Thomas de Waal relembra, num artigo na The National Interest, que o Nauru se tornou em 2009 no quarto país a reconhecer a Abecásia e a Ossétia do Sul como Estados independentes. Aquele autor justifica este estranho apoio por razões meramente financeiras, sugerindo que a bancarrota dos cofres de Nauru levaram o país a transformar o seu assento na Assembleia Geral em dinheiro.
Mas isto só é possível aproveitando o jogo geoestratégico entre os Estados Unidos e a Rússia. A independência do Abecásia e da Ossétia do Sul é do interesse de Moscovo no âmbito dos seus objectivos estratégicos na região do Cáucaso, visando o enfraquecimento da Geórgia.
Após o reconhecimento de Nauru nas Nações Unidas, Moscovo doou 9 milhões de dólares para a reconstrução do porto daquela ilha.
Tbilisi não se ficou. Thomas de Waal relata que o Governo daquele país utilizou Tuvalu para contra atacar Moscovo. No passado dia 11 de Setembro foi noticiado que a Geórgia iria providenciar apoio financeiro à missão de Tuvalu nas Nações Unidas. Foi ainda revelado que Tbilisi tinha pago um carregamento de medicamentos com destino à população de Tuvalu no valor de 12 mil dólares.
Como resultado, aquele país do Pacífico foi um dos 50 países que apoiou uma resolução apresentada pela Geórgia na defesa do direito de retornos de todos os refugiados precisamente para a Abecásia e Ossétia do Sul. Nauru, por seu lado, foi naturalmente um dos 17 países que votou contra.

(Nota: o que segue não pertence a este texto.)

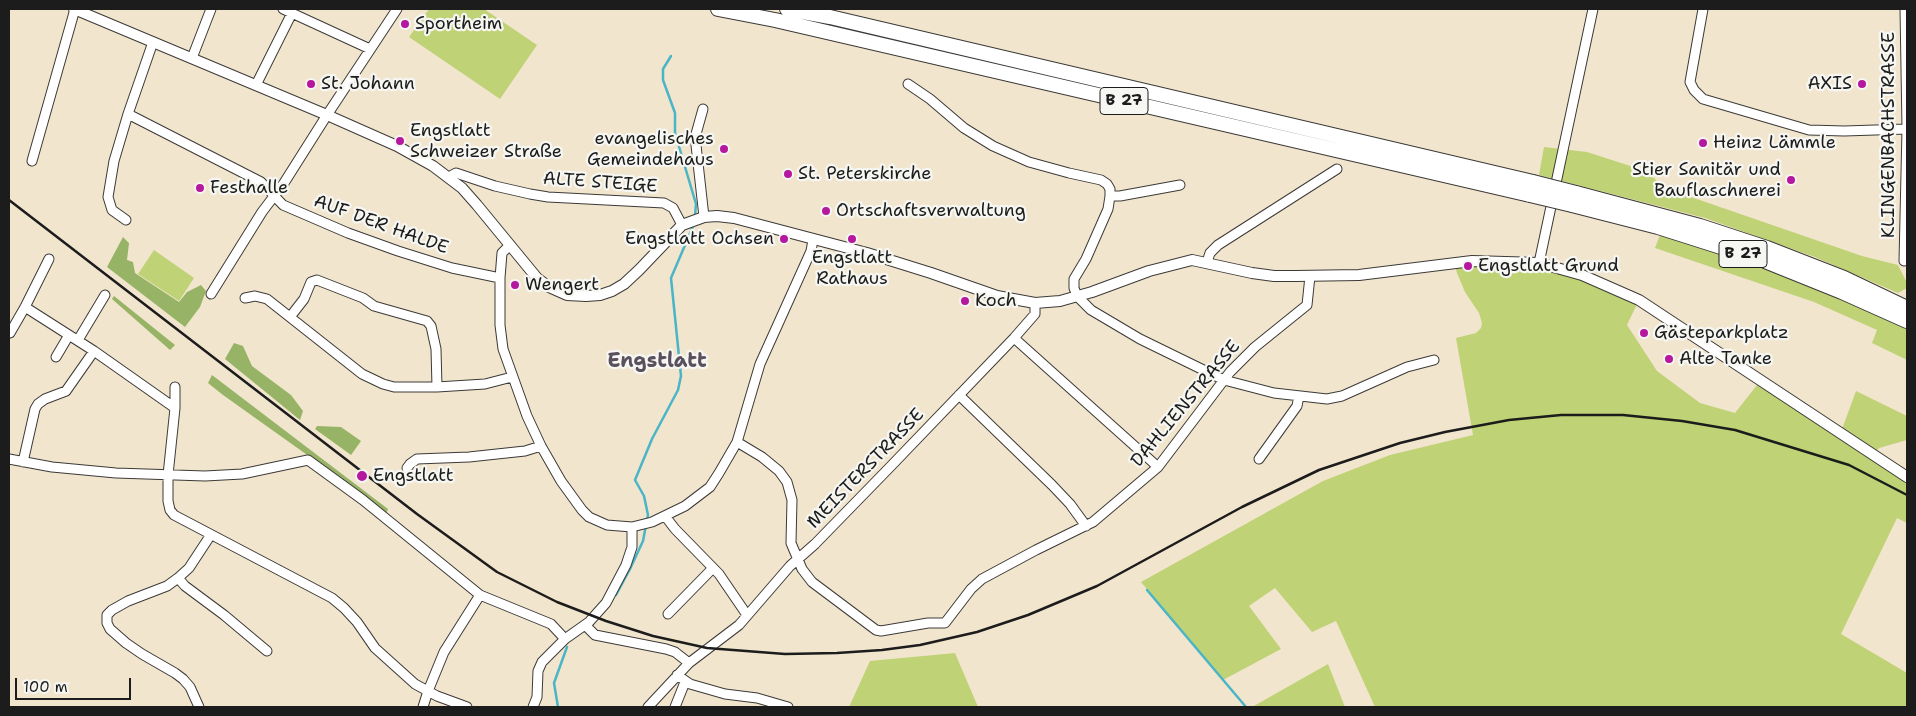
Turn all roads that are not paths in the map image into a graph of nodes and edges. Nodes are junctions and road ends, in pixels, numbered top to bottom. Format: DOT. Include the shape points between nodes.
graph roads {
  1 [pos="75,9"];
  2 [pos="211,9"];
  3 [pos="397,9"];
  4 [pos="718,9"];
  5 [pos="787,9"];
  6 [pos="1593,9"];
  7 [pos="1703,9"];
  8 [pos="1905,9"];
  9 [pos="287,11"];
  10 [pos="153,42"];
  11 [pos="370,48"];
  12 [pos="192,58"];
  13 [pos="256,84"];
  14 [pos="908,84"];
  15 [pos="703,109"];
  16 [pos="128,114"];
  17 [pos="327,115"];
  18 [pos="1907,129"];
  19 [pos="32,161"];
  20 [pos="1337,169"];
  21 [pos="449,177"];
  22 [pos="1180,185"];
  23 [pos="1532,188"];
  24 [pos="274,196"];
  25 [pos="1110,196"];
  26 [pos="1574,199"];
  27 [pos="704,217"];
  28 [pos="126,220"];
  29 [pos="686,223"];
  30 [pos="813,240"];
  31 [pos="510,246"];
  32 [pos="49,259"];
  33 [pos="1904,261"];
  34 [pos="1207,262"];
  35 [pos="1540,264"];
  36 [pos="1310,276"];
  37 [pos="500,278"];
  38 [pos="211,294"];
  39 [pos="105,295"];
  40 [pos="1077,296"];
  41 [pos="245,298"];
  42 [pos="1035,304"];
  43 [pos="25,307"];
  44 [pos="1907,308"];
  45 [pos="290,317"];
  46 [pos="1907,321"];
  47 [pos="10,333"];
  48 [pos="69,336"];
  49 [pos="1014,338"];
  50 [pos="78,340"];
  51 [pos="94,350"];
  52 [pos="56,357"];
  53 [pos="1434,360"];
  54 [pos="512,377"];
  55 [pos="1224,380"];
  56 [pos="175,387"];
  57 [pos="437,387"];
  58 [pos="959,395"];
  59 [pos="1299,396"];
  60 [pos="175,408"];
  61 [pos="737,442"];
  62 [pos="541,446"];
  63 [pos="9,459"];
  64 [pos="1259,459"];
  65 [pos="23,462"];
  66 [pos="1158,467"];
  67 [pos="407,468"];
  68 [pos="168,475"];
  69 [pos="1907,477"];
  70 [pos="665,516"];
  71 [pos="636,526"];
  72 [pos="1086,526"];
  73 [pos="210,536"];
  74 [pos="797,560"];
  75 [pos="713,568"];
  76 [pos="178,578"];
  77 [pos="480,595"];
  78 [pos="668,614"];
  79 [pos="748,615"];
  80 [pos="585,625"];
  81 [pos="565,639"];
  82 [pos="267,651"];
  83 [pos="689,663"];
  84 [pos="678,675"];
  85 [pos="685,682"];
  86 [pos="428,691"];
  87 [pos="199,707"];
  88 [pos="423,707"];
  89 [pos="467,707"];
  90 [pos="533,707"];
  91 [pos="648,707"];
  92 [pos="675,707"];
  93 [pos="788,707"];
  1 -- 10 [label="street"];
  1 -- 19 [label="street"];
  2 -- 12 [label="street"];
  3 -- 11 [label="street"];
  4 -- 23 [label="highway, B 27"];
  5 -- 23 [label="highway, B 27"];
  6 -- 35 [label="street"];
  7 -- 18 [label="street" via="1690,82 1703,99 1808,130"];
  8 -- 18 [label="street, KLINGENBACHSTRASSE"];
  9 -- 11 [label="street"];
  9 -- 13 [label="street"];
  10 -- 12 [label="street"];
  10 -- 16 [label="street"];
  11 -- 17 [label="street"];
  12 -- 13 [label="street"];
  13 -- 17 [label="street"];
  14 -- 25 [label="street" via="964,128 993,146 1029,162 1101,180 1110,189"];
  15 -- 27 [label="street" via="698,119 696,145"];
  16 -- 24 [label="street, AUF DER HALDE" via="261,182"];
  16 -- 28 [label="street" via="114,161 108,197 112,210"];
  17 -- 21 [label="street" via="397,146"];
  17 -- 24 [label="street"];
  18 -- 33 [label="street, KLINGENBACHSTRASSE"];
  20 -- 34 [label="street" via="1218,245"];
  21 -- 29 [label="street, ALTE STEIGE" via="456,173 495,186 548,197 664,203"];
  21 -- 31 [label="street"];
  22 -- 25 [label="street"];
  23 -- 26 [label="highway, B 27, bridge"];
  24 -- 37 [label="street, AUF DER HALDE" via="283,205 389,248 452,268"];
  24 -- 38 [label="street"];
  25 -- 40 [label="street" via="1103,221 1074,279"];
  26 -- 44 [label="highway, B 27" via="1700,226 1844,278"];
  26 -- 46 [label="highway, B 27" via="1765,261"];
  27 -- 29 [label="street"];
  27 -- 30 [label="street" via="734,218"];
  29 -- 31 [label="street" via="624,284 600,295 576,296 548,287"];
  30 -- 42 [label="street" via="915,268 997,296"];
  30 -- 61 [label="street" via="760,364"];
  31 -- 37 [label="street" via="502,253"];
  32 -- 43 [label="street"];
  34 -- 36 [label="street" via="1274,276"];
  34 -- 40 [label="street" via="1192,260 1173,264"];
  35 -- 36 [label="street" via="1454,262 1359,275"];
  35 -- 69 [label="street" via="1582,275 1639,300"];
  36 -- 55 [label="street, DAHLIENSTRASSE" via="1304,309 1255,347"];
  37 -- 54 [label="street" via="500,325"];
  39 -- 50 [label="street"];
  40 -- 42 [label="street"];
  40 -- 55 [label="street" via="1091,310 1140,339"];
  41 -- 45 [label="street" via="267,299"];
  42 -- 49 [label="street, MEISTERSTRASSE" via="1035,314"];
  43 -- 47 [label="street"];
  43 -- 48 [label="street"];
  45 -- 57 [label="street" via="373,380 394,387"];
  45 -- 57 [label="street" via="304,299 311,282 318,280 363,298 374,306 427,321 436,349"];
  48 -- 50 [label="street"];
  48 -- 52 [label="street"];
  49 -- 58 [label="street, MEISTERSTRASSE"];
  49 -- 66 [label="street"];
  50 -- 51 [label="street"];
  51 -- 60 [label="street"];
  51 -- 65 [label="street" via="66,391 38,404"];
  53 -- 59 [label="street" via="1407,367 1337,398"];
  54 -- 57 [label="street" via="485,384"];
  54 -- 62 [label="street"];
  55 -- 59 [label="street"];
  55 -- 66 [label="street, DAHLIENSTRASSE"];
  56 -- 60 [label="street"];
  58 -- 72 [label="street" via="1052,485"];
  58 -- 74 [label="street, MEISTERSTRASSE"];
  59 -- 64 [label="street" via="1296,406"];
  60 -- 68 [label="street"];
  61 -- 70 [label="street" via="710,486 685,506"];
  61 -- 74 [label="street" via="762,457 787,482 792,500 791,543"];
  62 -- 67 [label="street" via="470,457 417,459"];
  62 -- 71 [label="street" via="571,498 589,517 607,525"];
  63 -- 65 [label="street"];
  65 -- 68 [label="street" via="82,470"];
  66 -- 72 [label="street, DAHLIENSTRASSE"];
  68 -- 73 [label="street" via="170,510 180,520"];
  68 -- 77 [label="street" via="242,474 308,460"];
  70 -- 71 [label="street"];
  70 -- 75 [label="street"];
  71 -- 80 [label="street" via="622,574 606,603"];
  72 -- 74 [label="street, DAHLIENSTRASSE" via="982,579 945,623 881,631 812,582"];
  73 -- 76 [label="street" via="190,568"];
  73 -- 86 [label="street" via="332,598 357,622 375,648 414,684"];
  74 -- 79 [label="street, MEISTERSTRASSE"];
  75 -- 78 [label="street"];
  75 -- 79 [label="street"];
  76 -- 82 [label="street"];
  76 -- 87 [label="street" via="112,610 107,615 107,623 110,629 142,654 176,673 190,687"];
  77 -- 81 [label="street" via="551,624"];
  77 -- 86 [label="street" via="444,652"];
  79 -- 83 [label="street, MEISTERSTRASSE"];
  80 -- 81 [label="street"];
  80 -- 83 [label="street" via="595,635 666,649"];
  81 -- 90 [label="street" via="542,662"];
  83 -- 84 [label="street, MEISTERSTRASSE"];
  84 -- 85 [label="street"];
  84 -- 91 [label="street, MEISTERSTRASSE"];
  85 -- 92 [label="street"];
  85 -- 93 [label="street"];
  86 -- 88 [label="street"];
  86 -- 89 [label="street"];
}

Washington também não está de fora desta estratégia. Por exemplo, numa resolução do ano passado que exortava à resolução pacífica do problema dos colonatos na Palestina, 164 países votaram favoravelmente. Os Estados Unidos votaram contra, integrando um grupo restrito de sete países, entre os quais se encontrava estranhamente (ou talvez não) o Nauru.